RECORDS START

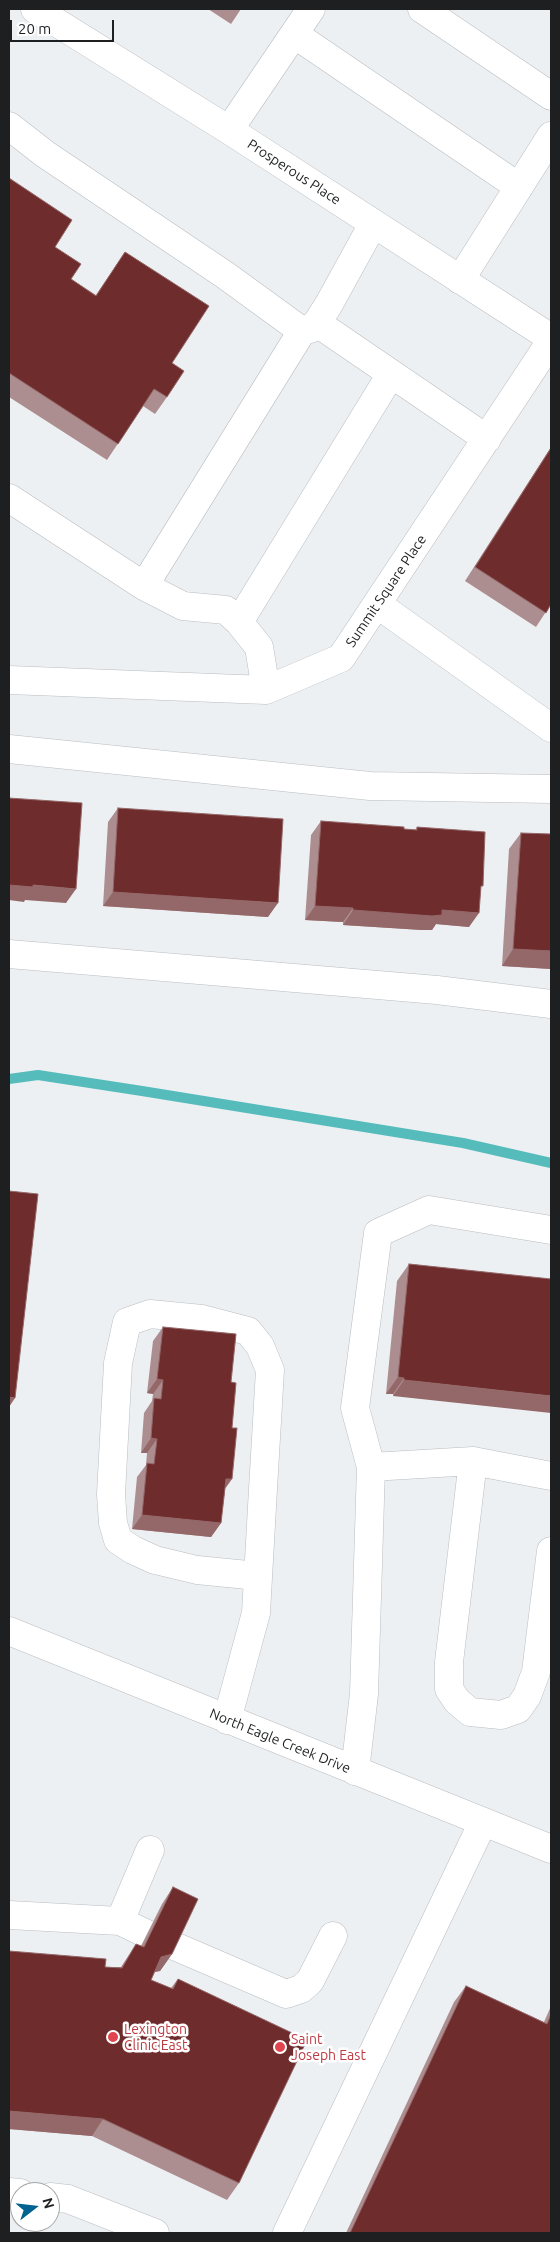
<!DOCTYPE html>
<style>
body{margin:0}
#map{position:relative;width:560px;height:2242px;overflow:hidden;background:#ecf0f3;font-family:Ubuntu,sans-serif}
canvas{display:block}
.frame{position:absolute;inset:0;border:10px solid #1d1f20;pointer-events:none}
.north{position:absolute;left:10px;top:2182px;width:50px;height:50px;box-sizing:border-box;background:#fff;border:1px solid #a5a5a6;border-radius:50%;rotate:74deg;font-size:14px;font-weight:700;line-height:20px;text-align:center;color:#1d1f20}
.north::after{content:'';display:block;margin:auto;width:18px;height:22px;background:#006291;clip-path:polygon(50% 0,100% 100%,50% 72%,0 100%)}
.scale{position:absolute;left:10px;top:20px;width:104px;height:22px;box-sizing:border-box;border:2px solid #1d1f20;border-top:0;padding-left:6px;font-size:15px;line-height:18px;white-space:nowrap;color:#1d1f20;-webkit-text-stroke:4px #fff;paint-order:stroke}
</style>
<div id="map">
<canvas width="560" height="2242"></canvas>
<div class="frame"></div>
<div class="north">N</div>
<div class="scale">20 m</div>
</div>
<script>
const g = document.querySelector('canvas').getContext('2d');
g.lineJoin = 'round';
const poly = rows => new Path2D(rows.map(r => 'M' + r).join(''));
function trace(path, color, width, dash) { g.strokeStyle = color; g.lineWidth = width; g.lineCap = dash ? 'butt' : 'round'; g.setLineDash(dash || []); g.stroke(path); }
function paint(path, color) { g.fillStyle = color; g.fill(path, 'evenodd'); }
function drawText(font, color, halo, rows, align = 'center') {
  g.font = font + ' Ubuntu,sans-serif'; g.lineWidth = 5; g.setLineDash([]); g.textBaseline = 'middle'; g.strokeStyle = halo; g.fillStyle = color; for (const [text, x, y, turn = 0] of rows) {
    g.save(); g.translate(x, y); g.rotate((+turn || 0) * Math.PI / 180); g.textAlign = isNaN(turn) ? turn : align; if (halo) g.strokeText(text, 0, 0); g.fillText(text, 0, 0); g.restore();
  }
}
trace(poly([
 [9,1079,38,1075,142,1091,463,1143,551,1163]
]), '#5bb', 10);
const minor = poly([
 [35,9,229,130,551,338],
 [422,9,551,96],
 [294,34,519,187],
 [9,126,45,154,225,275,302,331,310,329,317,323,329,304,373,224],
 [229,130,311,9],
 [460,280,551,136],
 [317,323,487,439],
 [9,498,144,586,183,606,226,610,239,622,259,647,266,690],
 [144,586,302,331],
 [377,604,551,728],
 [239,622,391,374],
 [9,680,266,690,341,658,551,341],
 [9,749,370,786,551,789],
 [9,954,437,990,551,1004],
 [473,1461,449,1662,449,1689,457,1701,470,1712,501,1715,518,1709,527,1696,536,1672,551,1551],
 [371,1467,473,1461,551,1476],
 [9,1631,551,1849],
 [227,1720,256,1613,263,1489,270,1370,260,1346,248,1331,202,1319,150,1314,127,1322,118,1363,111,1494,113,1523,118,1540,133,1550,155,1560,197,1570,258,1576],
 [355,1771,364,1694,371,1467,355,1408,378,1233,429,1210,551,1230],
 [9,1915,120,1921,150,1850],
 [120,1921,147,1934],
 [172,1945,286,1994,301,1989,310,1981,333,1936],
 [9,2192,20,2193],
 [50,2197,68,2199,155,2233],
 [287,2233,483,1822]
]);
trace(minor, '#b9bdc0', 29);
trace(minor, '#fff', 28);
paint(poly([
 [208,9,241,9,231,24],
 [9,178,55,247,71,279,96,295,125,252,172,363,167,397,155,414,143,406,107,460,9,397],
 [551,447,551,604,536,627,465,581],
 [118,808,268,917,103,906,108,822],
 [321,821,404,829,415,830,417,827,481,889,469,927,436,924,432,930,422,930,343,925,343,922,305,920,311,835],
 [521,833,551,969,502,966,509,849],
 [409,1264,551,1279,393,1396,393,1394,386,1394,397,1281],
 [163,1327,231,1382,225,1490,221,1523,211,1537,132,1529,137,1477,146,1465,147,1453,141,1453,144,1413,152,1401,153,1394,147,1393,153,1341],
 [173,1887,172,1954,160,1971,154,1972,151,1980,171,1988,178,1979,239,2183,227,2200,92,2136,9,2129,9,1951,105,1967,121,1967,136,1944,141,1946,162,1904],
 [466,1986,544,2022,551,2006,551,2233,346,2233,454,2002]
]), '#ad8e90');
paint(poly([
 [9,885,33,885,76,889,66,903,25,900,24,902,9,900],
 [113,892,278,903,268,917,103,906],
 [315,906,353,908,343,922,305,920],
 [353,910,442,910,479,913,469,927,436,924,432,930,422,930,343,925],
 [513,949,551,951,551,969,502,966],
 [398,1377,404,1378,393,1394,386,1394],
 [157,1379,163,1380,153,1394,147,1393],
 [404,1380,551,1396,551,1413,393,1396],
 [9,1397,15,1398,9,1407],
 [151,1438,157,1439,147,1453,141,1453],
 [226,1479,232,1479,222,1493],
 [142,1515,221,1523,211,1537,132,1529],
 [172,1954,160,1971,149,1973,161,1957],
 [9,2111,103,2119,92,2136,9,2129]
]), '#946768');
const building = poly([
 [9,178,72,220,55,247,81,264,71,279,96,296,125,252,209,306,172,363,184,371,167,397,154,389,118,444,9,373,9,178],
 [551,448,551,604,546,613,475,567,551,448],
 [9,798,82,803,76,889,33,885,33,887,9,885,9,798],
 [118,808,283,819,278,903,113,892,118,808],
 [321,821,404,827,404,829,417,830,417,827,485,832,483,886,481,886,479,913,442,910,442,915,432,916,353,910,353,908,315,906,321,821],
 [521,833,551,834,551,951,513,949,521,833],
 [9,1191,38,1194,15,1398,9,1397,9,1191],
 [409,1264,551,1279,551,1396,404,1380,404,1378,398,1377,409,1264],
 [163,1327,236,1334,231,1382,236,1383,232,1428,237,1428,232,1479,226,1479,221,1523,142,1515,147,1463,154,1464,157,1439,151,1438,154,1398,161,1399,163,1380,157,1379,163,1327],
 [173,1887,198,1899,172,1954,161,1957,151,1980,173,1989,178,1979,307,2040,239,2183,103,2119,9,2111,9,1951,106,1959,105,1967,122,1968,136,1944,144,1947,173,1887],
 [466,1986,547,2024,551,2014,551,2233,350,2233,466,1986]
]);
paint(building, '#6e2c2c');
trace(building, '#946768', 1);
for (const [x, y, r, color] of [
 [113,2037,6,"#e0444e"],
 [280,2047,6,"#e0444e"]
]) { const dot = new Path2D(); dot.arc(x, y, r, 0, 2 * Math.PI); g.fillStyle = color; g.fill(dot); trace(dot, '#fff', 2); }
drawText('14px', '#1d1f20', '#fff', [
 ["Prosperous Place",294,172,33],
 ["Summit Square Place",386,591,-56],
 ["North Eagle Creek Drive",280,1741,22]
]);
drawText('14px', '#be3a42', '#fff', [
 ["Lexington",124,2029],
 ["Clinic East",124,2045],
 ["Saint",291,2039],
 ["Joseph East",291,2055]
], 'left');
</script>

RECORDS END

### PROMPT
Where a line of the data holds the word "function", copy that line.

### ANSWER SECTION
function trace(path, color, width, dash) { g.strokeStyle = color; g.lineWidth = width; g.lineCap = dash ? 'butt' : 'round'; g.setLineDash(dash || []); g.stroke(path); }
function paint(path, color) { g.fillStyle = color; g.fill(path, 'evenodd'); }
function drawText(font, color, halo, rows, align = 'center') {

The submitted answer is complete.